Dr Claire says a lot of the feedback they’ve received in market research has been about wheelchair users wanting to get out and about, as well as getting exercise.

“OctalWheels users have said they are able to go more places where standard wheelchairs would struggle and they can keep up with friends and family. OctalWheels goes three times faster than a standard wheelchair, so rather than having someone push them or going slowly, we’ve had people excited they can go for a real walk alongside a companion. You take that for granted when you’re able-bodied, but for them it makes a huge difference.”

The success of OctalWheels has been a story of persistence, starting back in 1986 when Dr Claire and Rory Flemmer were two young academics in New Mexico and were inspired to make a change after witnessing a woman struggle to get up a ramp in her wheelchair.

By the time they arrived at Te Kunenga ki Pūrehuroa Massey University in 2005, they were on their 10thprototype. In the years following, the design underwent extensive research, with many students involved in the development.

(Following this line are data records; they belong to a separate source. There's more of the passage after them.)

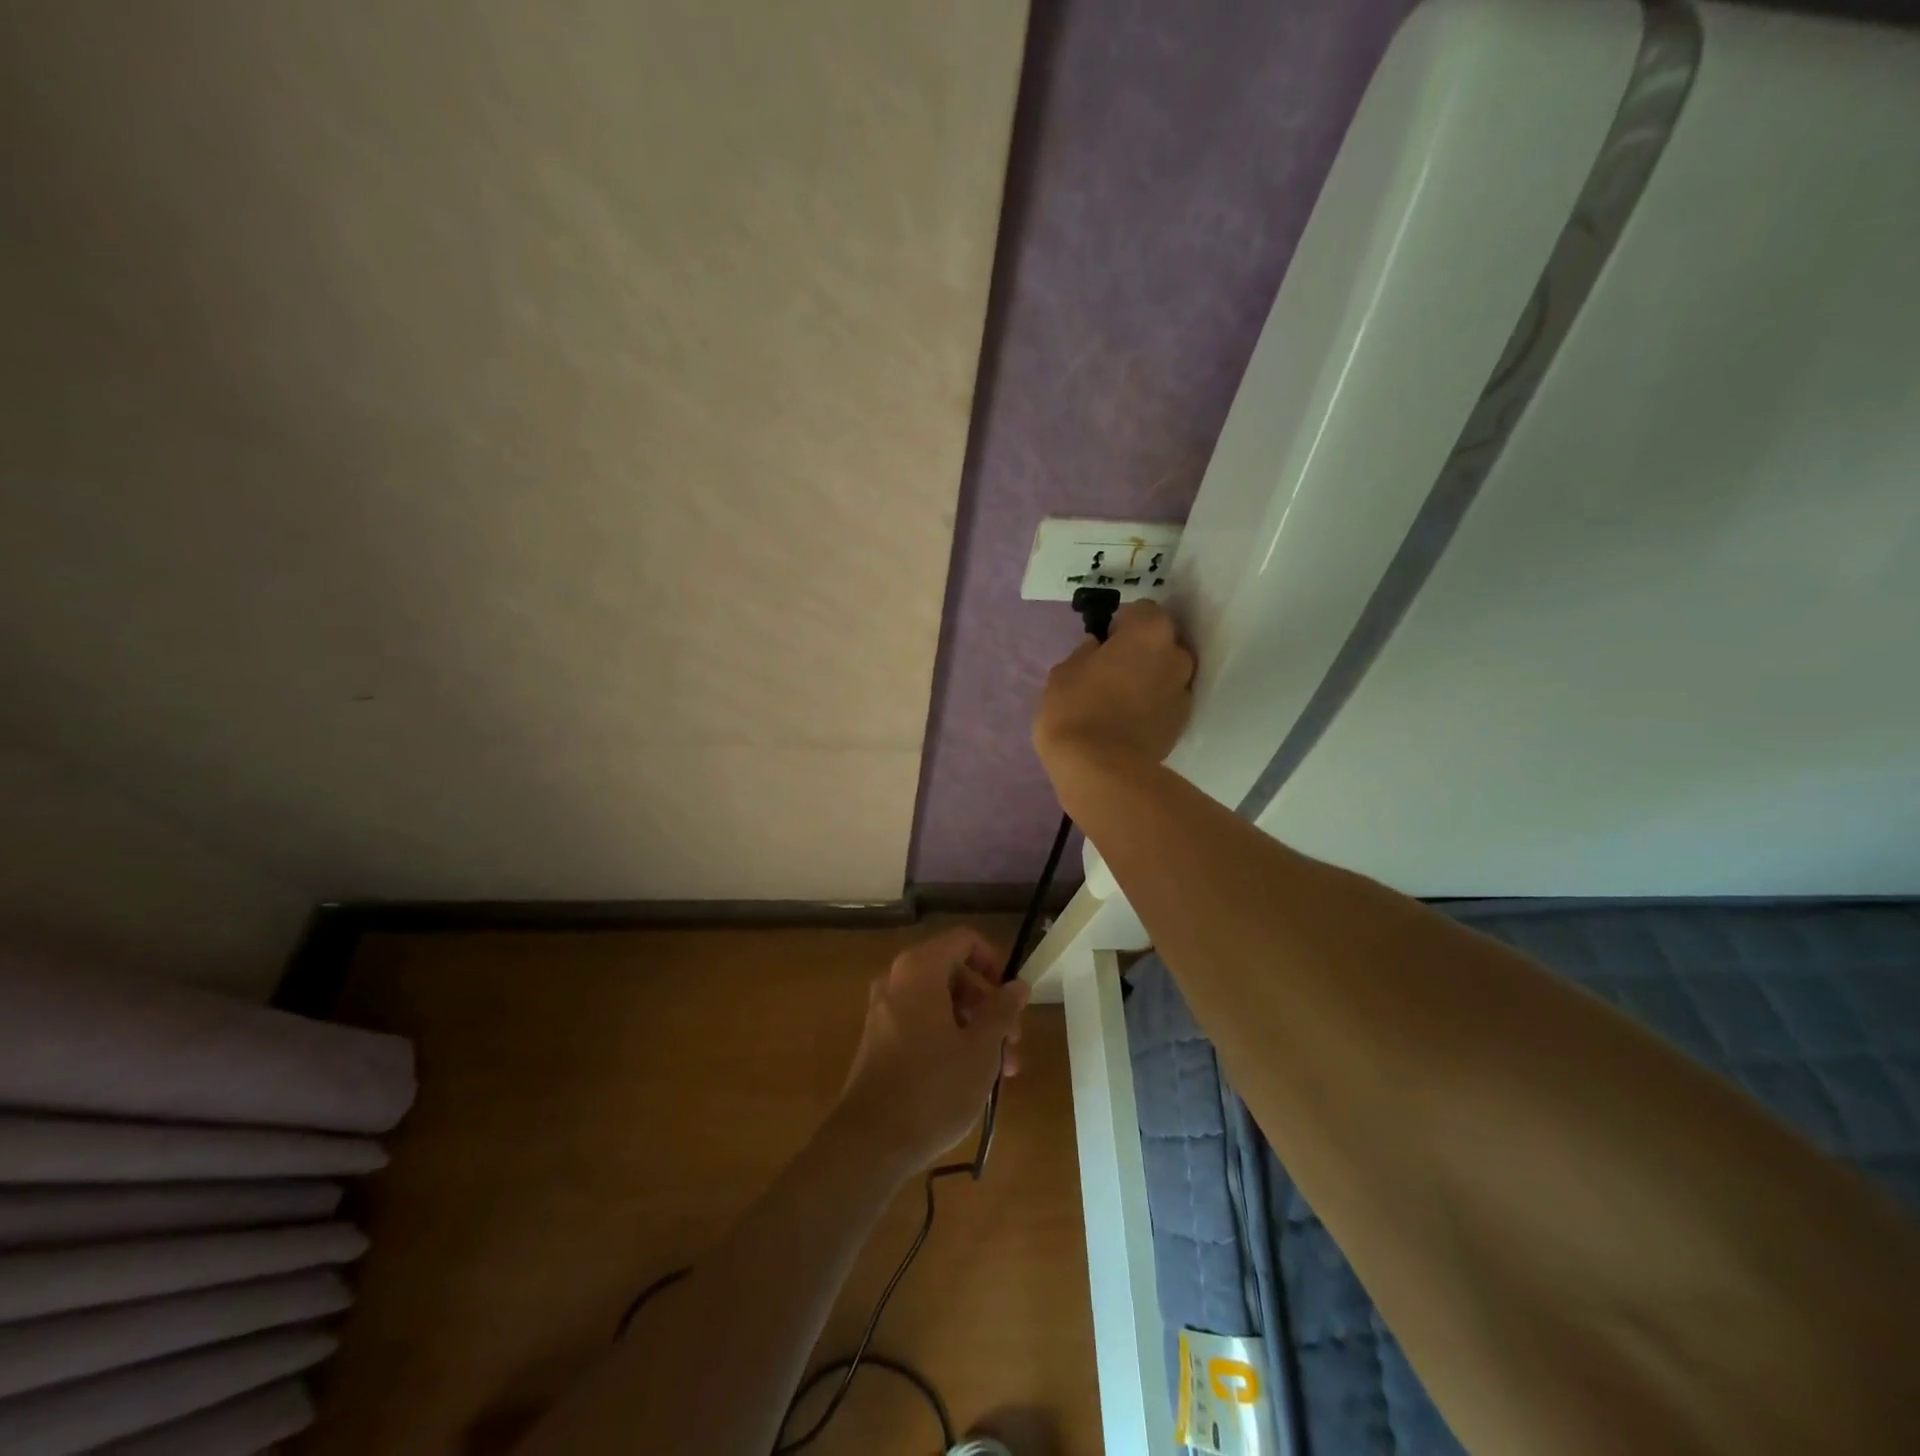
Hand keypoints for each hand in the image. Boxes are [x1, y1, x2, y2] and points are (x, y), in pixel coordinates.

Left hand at [835, 927, 1029, 1175]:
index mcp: (919, 969)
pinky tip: (971, 1077)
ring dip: (974, 1028)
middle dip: (989, 1005)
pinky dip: (949, 1038)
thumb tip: (1018, 985)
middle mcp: (897, 980)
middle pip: (953, 973)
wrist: (870, 1142)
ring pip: (940, 1003)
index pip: (964, 940)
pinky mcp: (879, 1040)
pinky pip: (921, 1023)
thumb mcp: (981, 1049)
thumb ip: (1002, 1010)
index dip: (994, 961)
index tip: (1012, 997)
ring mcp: (884, 1010)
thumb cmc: (934, 1088)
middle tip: (1014, 1042)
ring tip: (1003, 1071)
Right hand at [1033, 600, 1194, 779]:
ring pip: (1165, 674)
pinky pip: (1166, 703)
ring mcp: (1184, 691)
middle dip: (1140, 651)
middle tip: (1111, 671)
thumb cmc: (1076, 709)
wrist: (1101, 770)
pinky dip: (1152, 706)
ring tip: (1119, 700)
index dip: (1121, 624)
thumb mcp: (1064, 671)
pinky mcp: (1182, 723)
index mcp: (1149, 632)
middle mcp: (1176, 655)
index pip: (1142, 611)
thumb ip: (1086, 652)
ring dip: (1148, 679)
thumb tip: (1097, 648)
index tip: (1103, 643)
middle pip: (1160, 643)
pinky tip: (1127, 722)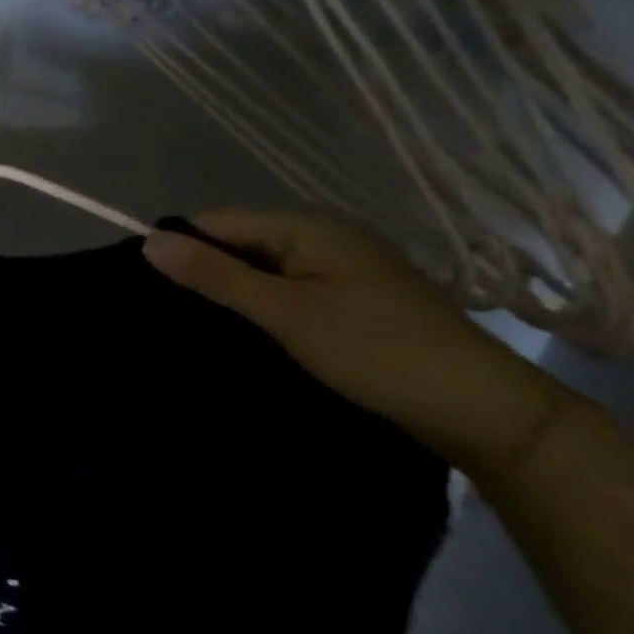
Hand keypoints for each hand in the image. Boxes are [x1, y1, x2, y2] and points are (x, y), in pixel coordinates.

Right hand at [142, 210, 566, 478]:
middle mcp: (325, 237)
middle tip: (172, 311)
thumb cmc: (375, 350)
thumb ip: (214, 275)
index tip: (150, 286)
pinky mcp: (354, 299)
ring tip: (202, 323)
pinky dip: (263, 304)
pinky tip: (249, 330)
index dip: (181, 247)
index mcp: (307, 227)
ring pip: (262, 268)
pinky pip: (288, 287)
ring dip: (233, 291)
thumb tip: (148, 241)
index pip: (217, 222)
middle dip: (205, 271)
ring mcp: (344, 268)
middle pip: (239, 242)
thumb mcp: (283, 311)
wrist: (486, 411)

In 2018, Dr Rory made the decision to conclude his time with Massey where he was teaching mechatronics courses and devote himself full time to OctalWheels, known back then as Ezy-wheels.

Dr Rory says it would’ve been impossible to get to this point without external support and having a high level of confidence and optimism.

“It’s no simple thing to propose to build a better wheelchair than anyone in the world has over the last 120 years. If you’re undertaking a world-changing project, you’ve got to have faith and believe the effort is going to succeed. With every pushback, we had to remember that people actually needed this product. We have robust souls, but we also had help to keep us going. Massey provided a wonderful, supportive environment for research and Callaghan Innovation gave us two grants, without which we would be years behind where we are now.”

OctalWheels is now officially out on the market and the duo can begin to see the fruition of their hard work over the decades. However, the wheelchair is only one half of the equation and Dr Claire is now setting out to challenge the other half. She is supervising research at Massey focusing on examining the existing problems for wheelchair users in built environments.

She says while Aotearoa New Zealand does well in the world in terms of building access, there is a long way to go.

“There are specific building standards to assure equal accessibility in the built environment, but they aren’t being met and this can cause real problems for wheelchair users. It’s not just accessing the building interior, but also being able to use the carpark and the outdoor path to get into the building. We’ve designed the wheelchair but that only gets us half of the way. The problem is that not enough people are indignant about what wheelchair users go through and it is that indignation that is a catalyst for real change. It was for us.”